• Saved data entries
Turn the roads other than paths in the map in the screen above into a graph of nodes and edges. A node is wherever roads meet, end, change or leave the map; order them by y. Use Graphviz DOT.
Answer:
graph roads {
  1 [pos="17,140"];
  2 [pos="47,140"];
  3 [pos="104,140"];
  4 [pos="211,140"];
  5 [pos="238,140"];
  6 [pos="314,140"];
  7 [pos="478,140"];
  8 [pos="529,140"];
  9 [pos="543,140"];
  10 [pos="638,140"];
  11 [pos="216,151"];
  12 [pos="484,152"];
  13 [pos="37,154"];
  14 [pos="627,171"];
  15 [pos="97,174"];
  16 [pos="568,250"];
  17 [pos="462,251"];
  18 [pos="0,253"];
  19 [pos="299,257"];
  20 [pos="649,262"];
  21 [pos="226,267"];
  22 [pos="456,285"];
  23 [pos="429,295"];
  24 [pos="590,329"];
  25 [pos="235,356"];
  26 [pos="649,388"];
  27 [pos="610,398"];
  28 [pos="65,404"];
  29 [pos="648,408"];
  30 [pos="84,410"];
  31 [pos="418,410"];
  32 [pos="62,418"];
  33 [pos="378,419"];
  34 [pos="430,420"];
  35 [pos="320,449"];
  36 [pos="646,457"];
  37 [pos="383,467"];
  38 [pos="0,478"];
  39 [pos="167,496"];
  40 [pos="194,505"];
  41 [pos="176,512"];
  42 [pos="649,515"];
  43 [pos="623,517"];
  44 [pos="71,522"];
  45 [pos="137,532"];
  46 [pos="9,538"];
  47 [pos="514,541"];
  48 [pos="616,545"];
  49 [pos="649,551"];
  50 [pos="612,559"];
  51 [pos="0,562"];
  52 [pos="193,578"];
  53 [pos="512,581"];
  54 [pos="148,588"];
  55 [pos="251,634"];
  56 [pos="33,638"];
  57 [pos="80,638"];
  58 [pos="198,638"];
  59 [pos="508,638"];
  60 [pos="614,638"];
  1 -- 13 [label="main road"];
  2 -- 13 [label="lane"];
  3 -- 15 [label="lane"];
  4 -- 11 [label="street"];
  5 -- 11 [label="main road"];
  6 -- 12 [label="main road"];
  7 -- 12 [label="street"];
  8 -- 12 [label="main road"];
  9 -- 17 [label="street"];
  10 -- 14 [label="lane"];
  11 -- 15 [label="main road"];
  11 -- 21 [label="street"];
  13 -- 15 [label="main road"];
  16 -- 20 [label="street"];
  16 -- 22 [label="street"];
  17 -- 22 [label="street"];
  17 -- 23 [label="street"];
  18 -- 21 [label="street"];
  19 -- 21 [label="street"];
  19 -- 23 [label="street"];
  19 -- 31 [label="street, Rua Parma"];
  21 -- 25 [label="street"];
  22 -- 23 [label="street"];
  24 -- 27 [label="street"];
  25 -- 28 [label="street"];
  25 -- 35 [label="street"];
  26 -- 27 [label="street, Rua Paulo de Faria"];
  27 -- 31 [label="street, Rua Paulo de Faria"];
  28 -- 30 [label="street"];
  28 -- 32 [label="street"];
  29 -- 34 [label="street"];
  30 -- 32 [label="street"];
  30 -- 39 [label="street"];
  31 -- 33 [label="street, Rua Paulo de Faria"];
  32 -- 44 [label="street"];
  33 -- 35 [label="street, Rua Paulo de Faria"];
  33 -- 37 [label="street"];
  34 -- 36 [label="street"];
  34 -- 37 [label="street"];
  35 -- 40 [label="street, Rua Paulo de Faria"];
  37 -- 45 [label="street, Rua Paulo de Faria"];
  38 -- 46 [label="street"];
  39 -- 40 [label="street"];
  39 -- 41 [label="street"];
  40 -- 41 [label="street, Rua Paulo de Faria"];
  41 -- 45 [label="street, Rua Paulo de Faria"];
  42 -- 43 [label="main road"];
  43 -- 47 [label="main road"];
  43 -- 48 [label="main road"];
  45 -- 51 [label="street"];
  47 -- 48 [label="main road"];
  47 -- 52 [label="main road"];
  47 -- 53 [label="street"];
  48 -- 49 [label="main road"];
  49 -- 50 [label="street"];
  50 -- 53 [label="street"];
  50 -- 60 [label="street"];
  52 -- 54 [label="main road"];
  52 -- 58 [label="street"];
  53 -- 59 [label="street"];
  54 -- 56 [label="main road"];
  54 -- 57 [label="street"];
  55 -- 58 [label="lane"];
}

• INSTRUCTIONS FOR THE TASK
Show me every line of the entries above that holds "graph".

• RESULT FOR THIS TASK
Turn the roads other than paths in the map in the screen above into a graph of nodes and edges. A node is wherever roads meet, end, change or leave the map; order them by y. Use Graphviz DOT.
graph roads {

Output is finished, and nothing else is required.